Trader flicked his tentacles in a shrug. ‘So ultimately that means an unfortunate few like myself are forced to take on responsibility for what must be done, and divert the flow of history.’

‘Perhaps, but it must be…’ Keeper hesitated.

‘Continue.’

‘I’m afraid of speaking out of turn.’

‘You have my permission.’

‘It strikes me as a lonely and thankless occupation,’ Keeper-Of-Secrets continued. ‘So few are permitted to know that such as yourself must manipulate events throughout the galaxy for the general benefit of our species. Yet, since such manipulations are based on the Dreamer’s own predictions, and you appear not to think highly of the Dreamers…’

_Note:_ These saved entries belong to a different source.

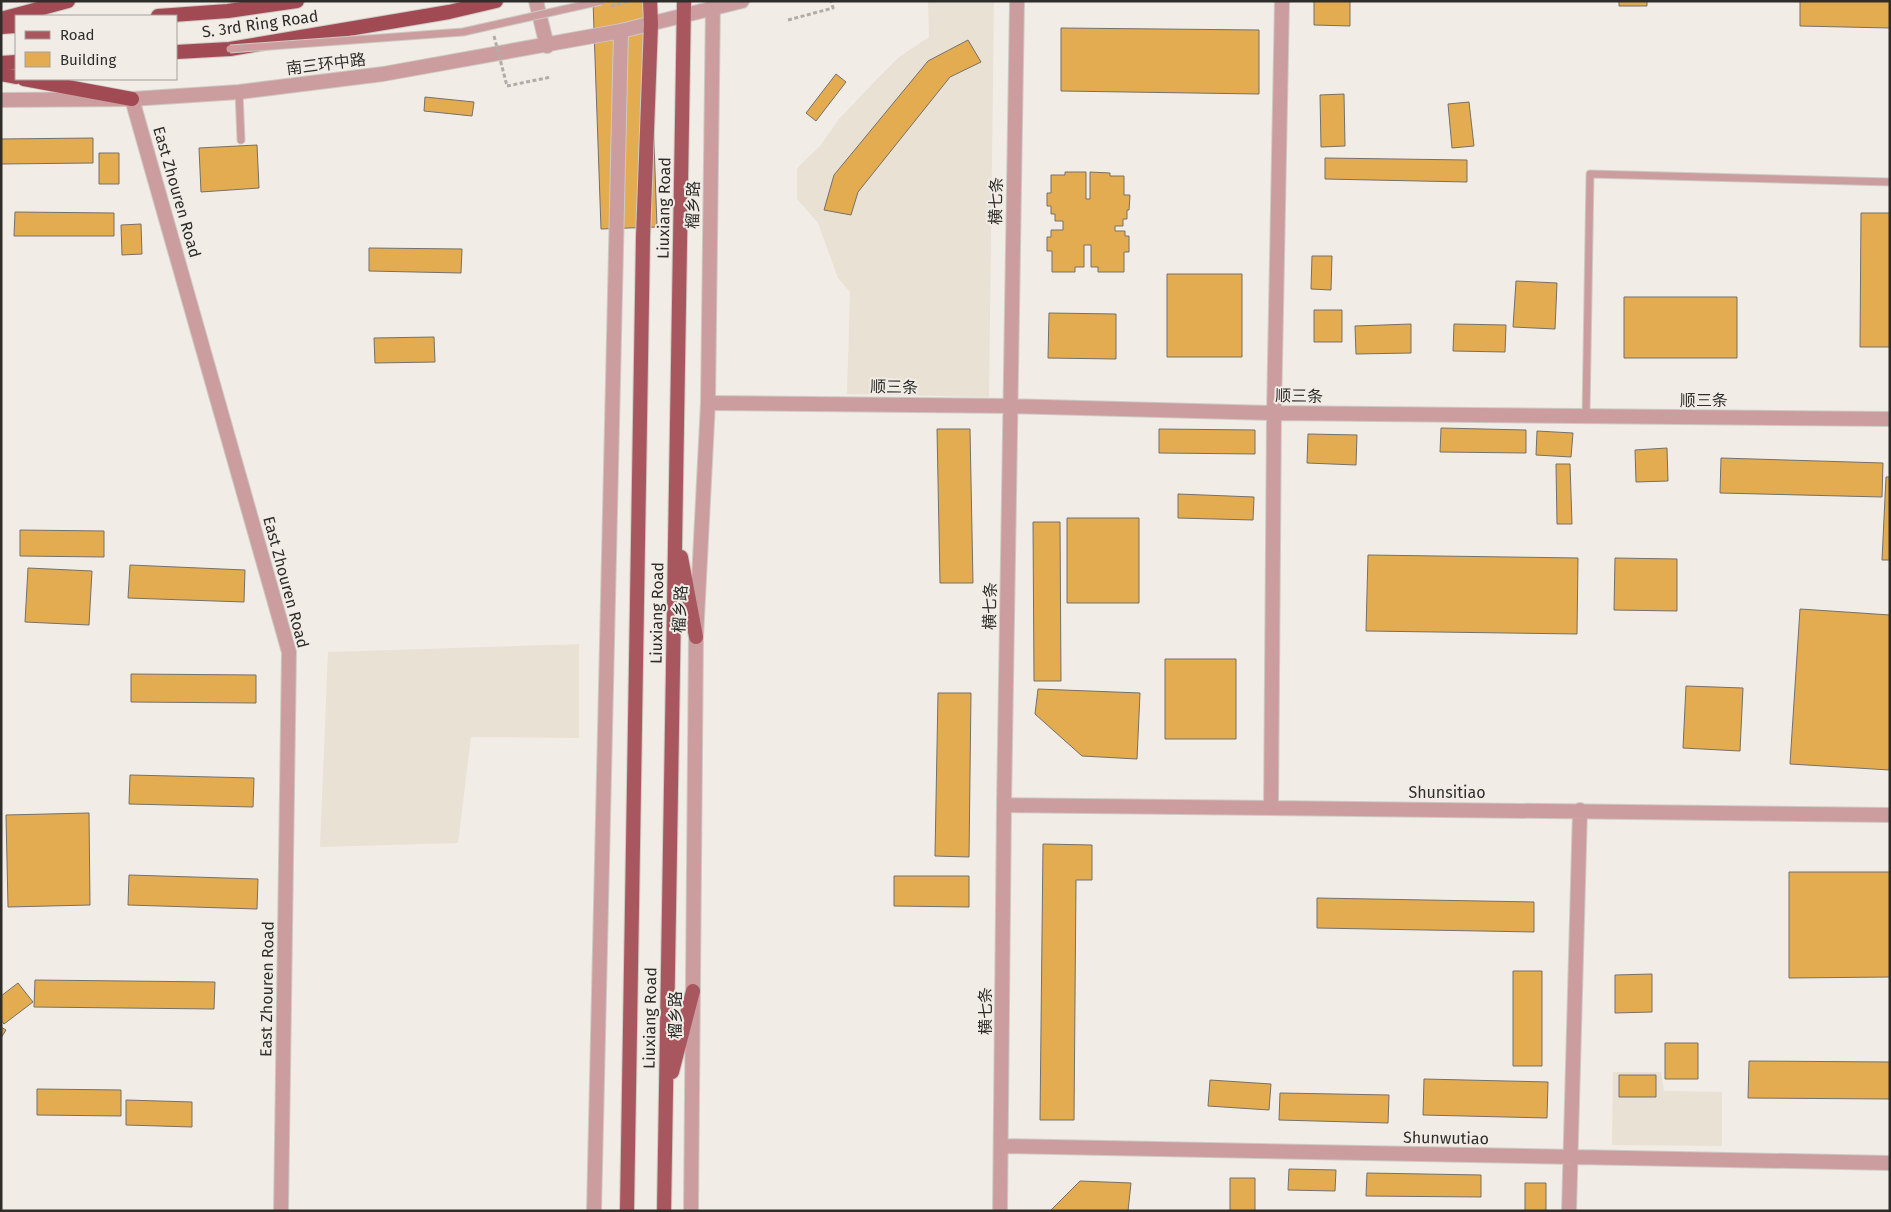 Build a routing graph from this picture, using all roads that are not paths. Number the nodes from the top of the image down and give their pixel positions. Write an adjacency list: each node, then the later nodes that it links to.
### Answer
1 (68, 1): 15 (highway)
2 (265, 1): 13 (lane)
3 (297, 1): 13 (highway, S. 3rd Ring Road)
4 (496, 1): 24 (highway, S. 3rd Ring Road, bridge)
5 (536, 1): 23 (street)
6 (650, 1): 19 (main road, Liuxiang Road)
7 (684, 1): 17 (main road, Liuxiang Road)
8 (742, 1): 12 (street, 南三环中路)
9 (1017, 1): 37 (street, 横七条)
10 (1282, 1): 38 (street)
11 (602, 4): 24 (lane, 南三环中路, bridge)
12 (713, 5): 17 (street, 南三环中路); 36 (street, 榴乡路)
13 (228, 11): 16 (highway, S. 3rd Ring Road)
14 (15, 15): 18 (highway)
15 (16, 15)
16 (172, 15)
17 (685, 16): 19 (street, 南三环中路); 41 (main road, Liuxiang Road)
18 (1, 19)
19 (651, 24): 22 (street, 南三环中路); 54 (main road, Liuxiang Road)
20 (15, 26): 21 (highway)
21 (1, 27)
22 (622, 31): 23 (street, 南三环中路); 53 (street)
23 (547, 46): 31 (street, 南三环中路)
24 (230, 49): 25 (highway, S. 3rd Ring Road)
25 (178, 52)
26 (15, 62): 27 (highway)
27 (1, 63)
28 (1, 74): 29 (highway)
29 (15, 77)
30 (29, 80): 32 (highway)
31 (239, 92): 32 (street, 南三环中路); 34 (lane)
32 (132, 99): 33 (street, 南三环中路); 52 (street, East Zhouren Road)
33 (1, 100)
34 (241, 140)
35 (1890, 182): 39 (lane)
36 (708, 403): 37 (street, 顺三条); 42 (street, 榴乡路)
37 (1011, 406): 38 (street, 顺三条); 43 (street, 横七条)
38 (1274, 413): 39 (street, 顺三条); 44 (street)
39 (1586, 416): 40 (street, 顺三条)
40 (1890, 419)
41 (676, 528): 42 (main road); 48 (main road, Liuxiang Road)
42 (696, 637): 47 (street, 榴乡路)
43 (1004, 805): 44 (street, Shunsitiao); 49 (street, 横七条)
44 (1271, 808): 45 (street, Shunsitiao)
45 (1580, 810): 46 (street, Shunsitiao); 50 (street)
46 (1890, 815)
47 (693, 991): 48 (main road); 56 (street, 榴乡路)
48 (666, 1095): 55 (main road, Liuxiang Road)
49 (1001, 1146): 50 (street, Shunwutiao); 57 (street, 横七条)
50 (1570, 1158): 51 (street, Shunwutiao); 58 (street)
51 (1890, 1163)
52 (281, 1211)
53 (594, 1211)
54 (627, 1211)
55 (664, 1211)
56 (691, 1211)
57 (1000, 1211)
58 (1569, 1211)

‘I couldn’t live with myself, if I thought any inaction on my part led to our destruction,’ Trader replied. ‘So, you see, to act is morally unavoidable, whatever the source of the intelligence.’

They had by now almost reached the first of the Dreaming Temples-a hovering robot submarine that granted the privileged few the means to interface directly with the Dreamers.

Trader made his farewells to his new partners in murder before finally slipping into the wet embrace of the Temple. The machine’s innards opened up automatically at his approach, mechanical mandibles reaching out and securing his field bubble, which merged on contact with the Temple’s own energy fields.

Trader found himself in absolute darkness, greater even than that prevailing beyond the Temple’s hull. This hiatus lasted only seconds, however, before the Temple made contact with the Dreamer’s collective consciousness.

Trader felt as if his mind had expanded to encompass the entire galaxy within a matter of seconds. Powerful images and sensations assailed his mind, far stronger than those faint intimations he had sensed on his journey here. He witnessed a hundred stars blossoming in deadly fire across the greater night of the Milky Way, a wave of bright destruction unparalleled in all of Shoal history, outside of the Great Expulsion.

Trader felt sickening despair. This was the worst possible outcome: a seething wave of carnage sweeping the Shoal Hegemony into dusty history. To become a had-been and never-would-be-again civilization, forgotten in the annals of the greater history of the cosmos.

Yet hope could still be detected even in the face of apparently unavoidable doom. Over the next few hours, working within the Temple, Trader was able to identify potential key factors: individuals, places and dates that might well influence the initiation of the conflict.

And even if war could not be prevented, it might still be reduced in the scale of its destructive impact. With gentle manipulation, it might even be contained, rendered harmless: turned into a historical footnote rather than a final chapter.

Sometimes, Trader had found, fate really did lie in the hands of a few sentients such as himself.

He began to make plans to ensure he would always be present in the right places to witness-and influence-these pivotal events. And perhaps even divert them away from an astonishingly destructive war that otherwise threatened to erase life from the galaxy.